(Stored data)
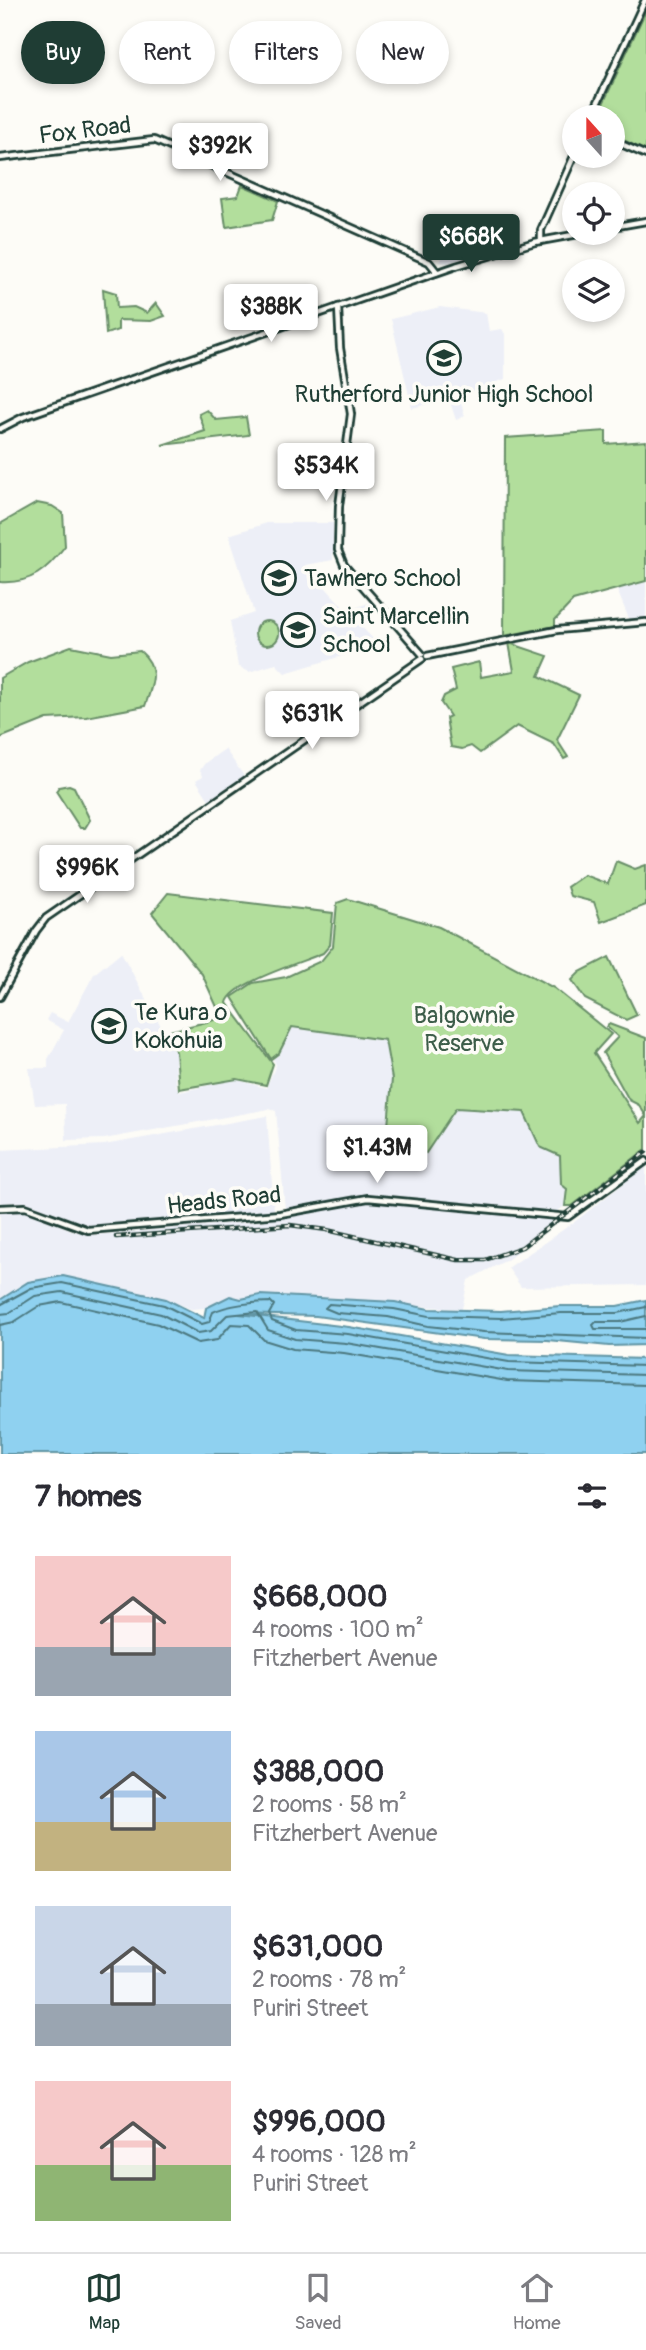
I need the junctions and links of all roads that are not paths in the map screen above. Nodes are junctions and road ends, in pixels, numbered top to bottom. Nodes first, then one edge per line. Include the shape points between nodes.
1 (645, 0) edge
2 (597, 105) edge
3 (625, 146) edge
4 (646, 155) edge
5 (0, 158) edge
6 (569, 168) edge
7 (646, 221) edge
8 (625, 225) edge
9 (562, 237) edge
10 (541, 241) junction
11 (438, 272) junction
12 (355, 301) junction
13 (337, 307) junction
14 (340, 315) junction
15 (0, 429) edge
16 (646, 622) edge
17 (424, 656) junction
18 (0, 997) edge
19 (646, 1161) edge
20 (0, 1208) edge

1 - 2 main road
3 - 4 main road
5 - 11 main road, Fox Road via 154,140 429,262
6 - 10 main road via 541,230
7 - 8 main road
9 - 10 main road
10 - 11 main road
11 - 12 main road
12 - 13 main road
12 - 14 main road
13 - 14 main road
13 - 15 main road
14 - 17 main road via 340,348 352,419 339,499 338,555
16 - 17 main road via 541,633
17 - 18 main road via 46,918
19 - 20 main road, Heads Road via 568,1217 368,1198 280,1214 88,1230 25,1206

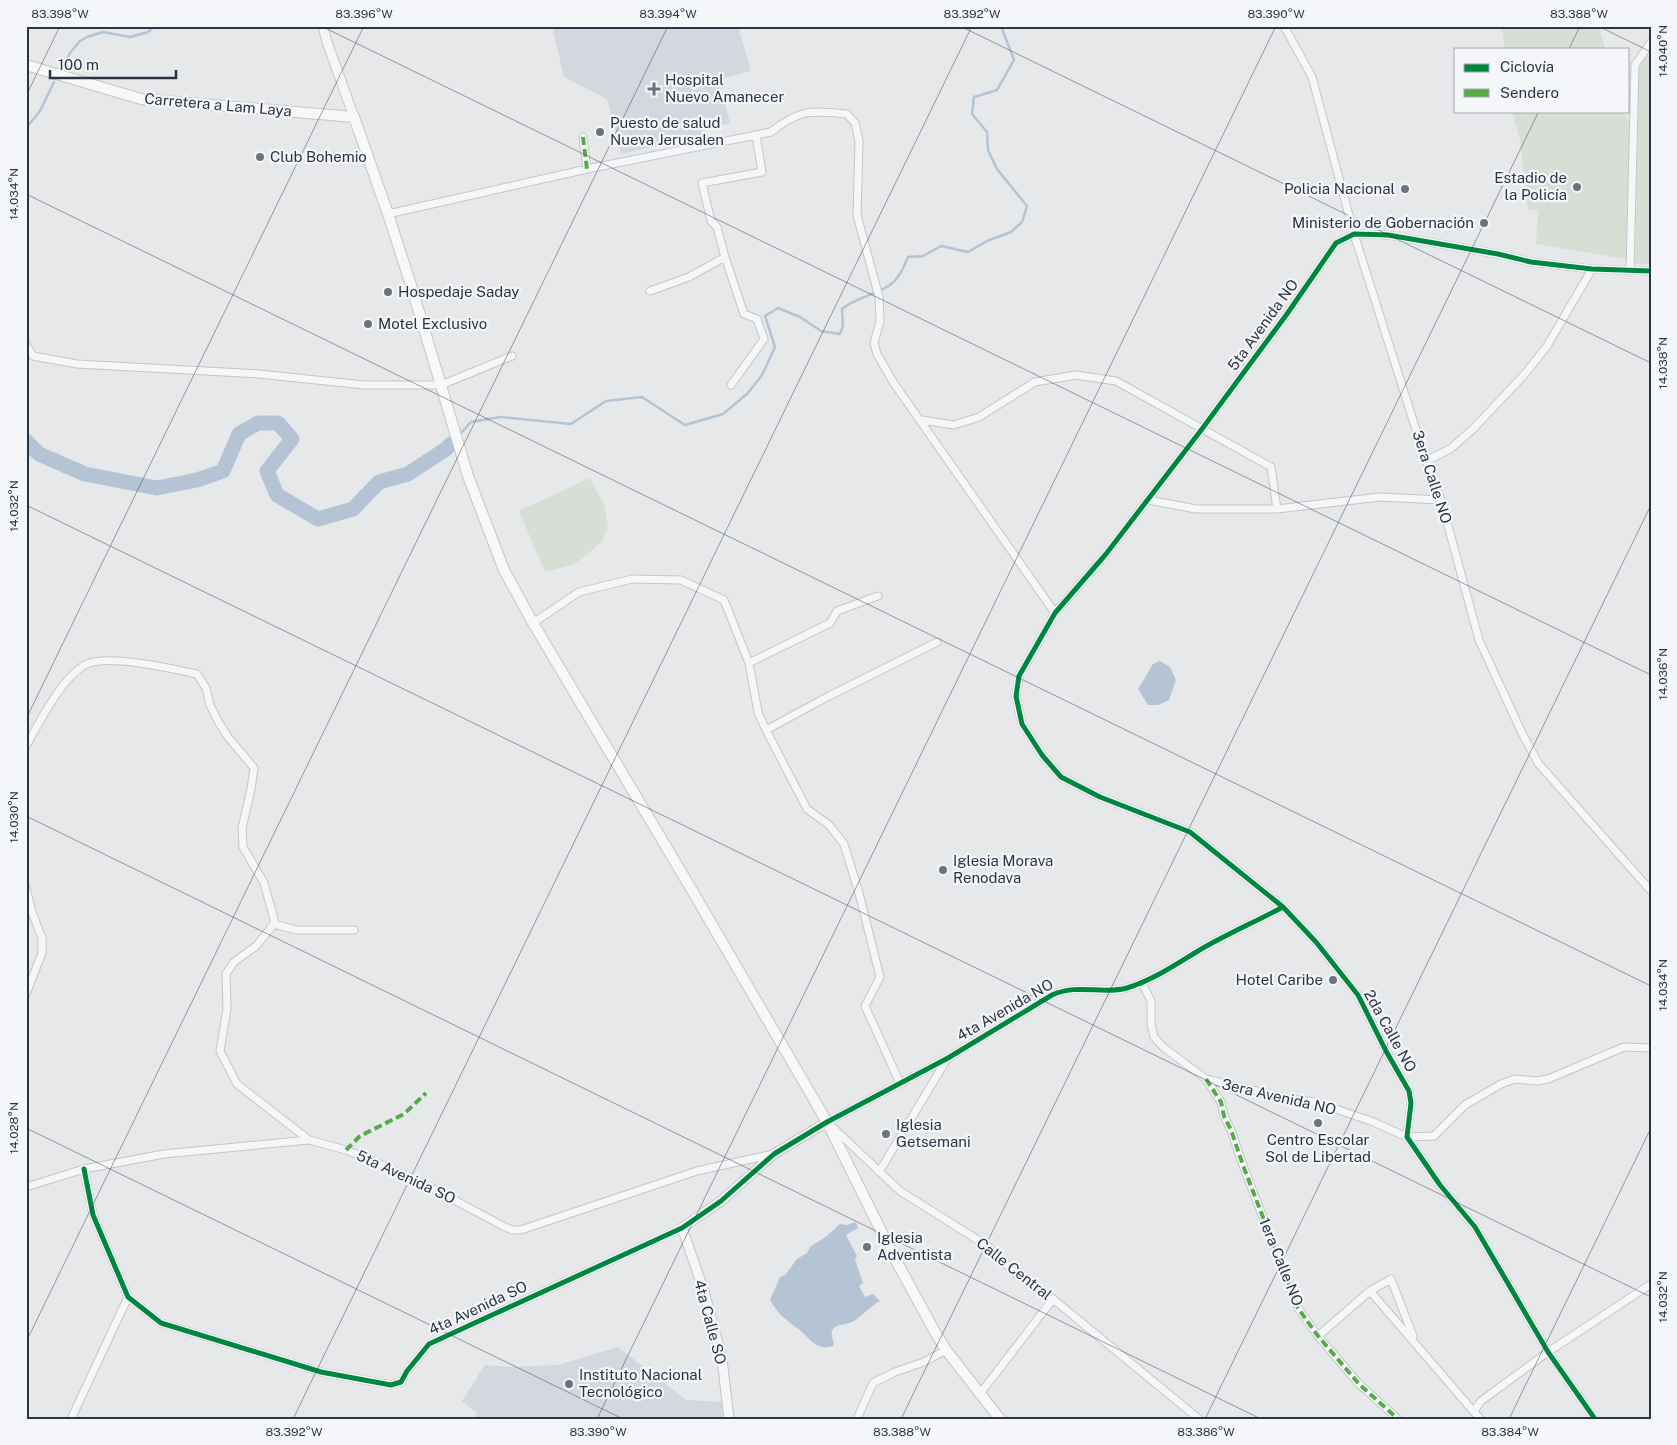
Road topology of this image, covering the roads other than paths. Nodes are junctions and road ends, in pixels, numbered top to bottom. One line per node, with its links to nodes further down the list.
1 (323, 26): 5 (street)
2 (1284, 26): 10 (street, 3era Calle NO)
3 (1651, 42): 13 (street)
4 (26, 65): 5 (main road, Carretera a Lam Laya)
5 (354, 117): 9 (main road)
6 (756, 134): 8 (street); 11 (street); 20 (street)
7 (583, 137): 8 (street)
8 (587, 169): 9 (street)
9 (388, 214): 18 (main road)
10 (1354, 234): 12 (street); 21 (street, 5ta Avenida NO); 22 (street, 3era Calle NO)
11 (725, 257): 15 (street); 19 (street)
12 (1592, 269): 13 (street); 22 (street)
13 (1630, 270): 14 (street)
14 (1651, 271)
15 (650, 290)
16 (26, 345): 18 (street)
17 (512, 356): 18 (street)
18 (440, 385): 28 (main road)
19 (731, 385)
20 (921, 420): 21 (street); 27 (street)
21 (1202, 429): 23 (street, 5ta Avenida NO); 25 (street)
22 (1426, 461): 24 (street, 3era Calle NO)
23 (1148, 500): 25 (street); 27 (street, 5ta Avenida NO)
24 (1441, 500): 25 (street); 34 (street, 3era Calle NO)
25 (1278, 509)
26 (878, 596): 30 (street)
27 (1055, 613): 31 (street, 5ta Avenida NO)
28 (533, 623): 30 (street); 45 (main road)
29 (937, 642): 32 (street)
30 (749, 663): 32 (street)
31 (1019, 676): 36 (street, 2da Calle NO)
32 (766, 730): 44 (street)
33 (26, 746): 37 (street)
34 (1650, 888)
35 (26, 889): 40 (street)
36 (1283, 907): 39 (street, 4ta Avenida NO); 46 (street, 2da Calle NO)
37 (274, 924): 38 (street); 47 (street)
38 (354, 930)
39 (1142, 983): 42 (street, 4ta Avenida NO); 43 (street)
40 (26, 994)
41 (1651, 1048): 46 (street, 3era Avenida NO)
42 (948, 1058): 44 (street, 4ta Avenida NO); 50 (street)
43 (1206, 1079): 46 (street, 3era Avenida NO); 57 (street, 1era Calle NO)
44 (900, 1083): 45 (street, 4ta Avenida NO)
45 (826, 1122): 48 (street, 4ta Avenida SO); 50 (street, Calle Central); 59 (main road)
46 (1407, 1136): 60 (street)
47 (309, 1140): 48 (street, 5ta Avenida SO); 49 (street, 5ta Avenida SO)
48 (774, 1154): 52 (street, 4ta Avenida SO)
49 (84, 1170): 51 (street, 5ta Avenida SO); 55 (street)
50 (879, 1172): 56 (street, Calle Central)
51 (26, 1187)
52 (682, 1228): 55 (street, 4ta Avenida SO); 64 (street, 4ta Calle SO)
53 (1651, 1284): 60 (street)
54 (1370, 1290): 57 (street); 58 (street); 58 (street)
55 (128, 1297): 63 (street)
56 (1053, 1299): 61 (street); 67 (street, Calle Central)
57 (1318, 1336): 68 (street, 1era Calle NO)
58 (1415, 1342): 62 (street)
59 (946, 1350): 61 (main road); 65 (street)
60 (1548, 1352): 62 (street); 70 (street)
61 (979, 1395): 66 (main road)
62 (1474, 1411): 69 (street)
63 (71, 1419)
64 (729, 1419)
65 (856, 1419)
66 (1000, 1419)
67 (1199, 1419)
68 (1398, 1419)
69 (1480, 1419)
70 (1595, 1419)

## Task statement
Return every line above word for word, minus images.

## Exercise answer
I need the junctions and links of all roads that are not paths in the map screen above. Nodes are junctions and road ends, in pixels, numbered top to bottom. Nodes first, then one edge per line. Include the shape points between nodes.
1 (645, 0) edge
2 (597, 105) edge
3 (625, 146) edge
4 (646, 155) edge
5 (0, 158) edge
6 (569, 168) edge
7 (646, 221) edge
8 (625, 225) edge
9 (562, 237) edge
10 (541, 241) junction
11 (438, 272) junction
12 (355, 301) junction
13 (337, 307) junction
14 (340, 315) junction
15 (0, 429) edge
16 (646, 622) edge
17 (424, 656) junction
18 (0, 997) edge
19 (646, 1161) edge
20 (0, 1208) edge

1 - 2 main road
3 - 4 main road
5 - 11 main road, Fox Road via 154,140 429,262
6 - 10 main road via 541,230
7 - 8 main road
9 - 10 main road
10 - 11 main road
11 - 12 main road
12 - 13 main road
12 - 14 main road
13 - 14 main road
13 - 15 main road
14 - 17 main road via 340,348 352,419 339,499 338,555
16 - 17 main road via 541,633
17 - 18 main road via 46,918
19 - 20 main road, Heads Road via 568,1217 368,1198 280,1214 88,1230 25,1206

Road topology of this image, covering the roads other than paths. Nodes are junctions and road ends, in pixels, numbered top to bottom. One line per node, with its links to nodes further down the list.
1 (323, 26): 5 (street)
2 (1284, 26): 10 (street, 3era Calle NO)
3 (1651, 42): 13 (street)
4 (26, 65): 5 (main road, Carretera a Lam Laya)
5 (354, 117): 9 (main road)
6 (756, 134): 8 (street); 11 (street); 20 (street)
7 (583, 137): 8 (street)
8 (587, 169): 9 (street)
9 (388, 214): 18 (main road)
10 (1354, 234): 12 (street); 21 (street, 5ta Avenida NO); 22 (street, 3era Calle NO)
11 (725, 257): 15 (street); 19 (street)
12 (1592, 269): 13 (street); 22 (street)
13 (1630, 270): 14 (street)
14 (1651, 271)
15 (650, 290)
16 (26, 345): 18 (street)
17 (512, 356): 18 (street)
18 (440, 385): 28 (main road)
19 (731, 385)
20 (921, 420): 21 (street); 27 (street)
21 (1202, 429): 23 (street, 5ta Avenida NO); 25 (street)
22 (1426, 461): 24 (street, 3era Calle NO)
23 (1148, 500): 25 (street); 27 (street, 5ta Avenida NO)
24 (1441, 500): 25 (street); 34 (street, 3era Calle NO)
25 (1278, 509)
26 (878, 596): 30 (street)
27 (1055, 613): 31 (street, 5ta Avenida NO)
28 (533, 623): 30 (street); 45 (main road)
29 (937, 642): 32 (street)
30 (749, 663): 32 (street)
31 (1019, 676): 36 (street, 2da Calle NO)
32 (766, 730): 44 (street)
33 (26, 746): 37 (street)
34 (1650, 888)
35 (26, 889): 40 (street)
36 (1283, 907): 39 (street, 4ta Avenida NO); 46 (street, 2da Calle NO)
37 (274, 924): 38 (street); 47 (street)
38 (354, 930)
39 (1142, 983): 42 (street, 4ta Avenida NO); 43 (street)
40 (26, 994)
41 (1651, 1048): 46 (street, 3era Avenida NO)
42 (948, 1058): 44 (street, 4ta Avenida NO); 50 (street)
43 (1206, 1079): 46 (street, 3era Avenida NO); 57 (street, 1era Calle NO)
44 (900, 1083): 45 (street, 4ta Avenida NO)
45 (826, 1122): 48 (street, 4ta Avenida SO); 50 (street, Calle Central); 59 (main road)
46 (1407, 1136): 60 (street)
47 (309, 1140): 48 (street, 5ta Avenida SO); 49 (street, 5ta Avenida SO)
48 (774, 1154): 52 (street, 4ta Avenida SO)
49 (84, 1170): 51 (street, 5ta Avenida SO); 55 (street)
50 (879, 1172): 56 (street, Calle Central)
51 (26, 1187)
52 (682, 1228): 55 (street, 4ta Avenida SO); 64 (street, 4ta Calle SO)
53 (1651, 1284): 60 (street)
54 (1370, 1290): 57 (street); 58 (street); 58 (street)
55 (128, 1297): 63 (street)
56 (1053, 1299): 61 (street); 67 (street, Calle Central)
57 (1318, 1336): 68 (street, 1era Calle NO)
58 (1415, 1342): 62 (street)
59 (946, 1350): 61 (main road); 65 (street)
60 (1548, 1352): 62 (street); 70 (street)
61 (979, 1395): 66 (main road)
62 (1474, 1411): 69 (street)
63 (71, 1419)
64 (729, 1419)
65 (856, 1419)
66 (1000, 1419)
67 (1199, 1419)
68 (1398, 1419)
69 (1480, 1419)
70 (1595, 1419)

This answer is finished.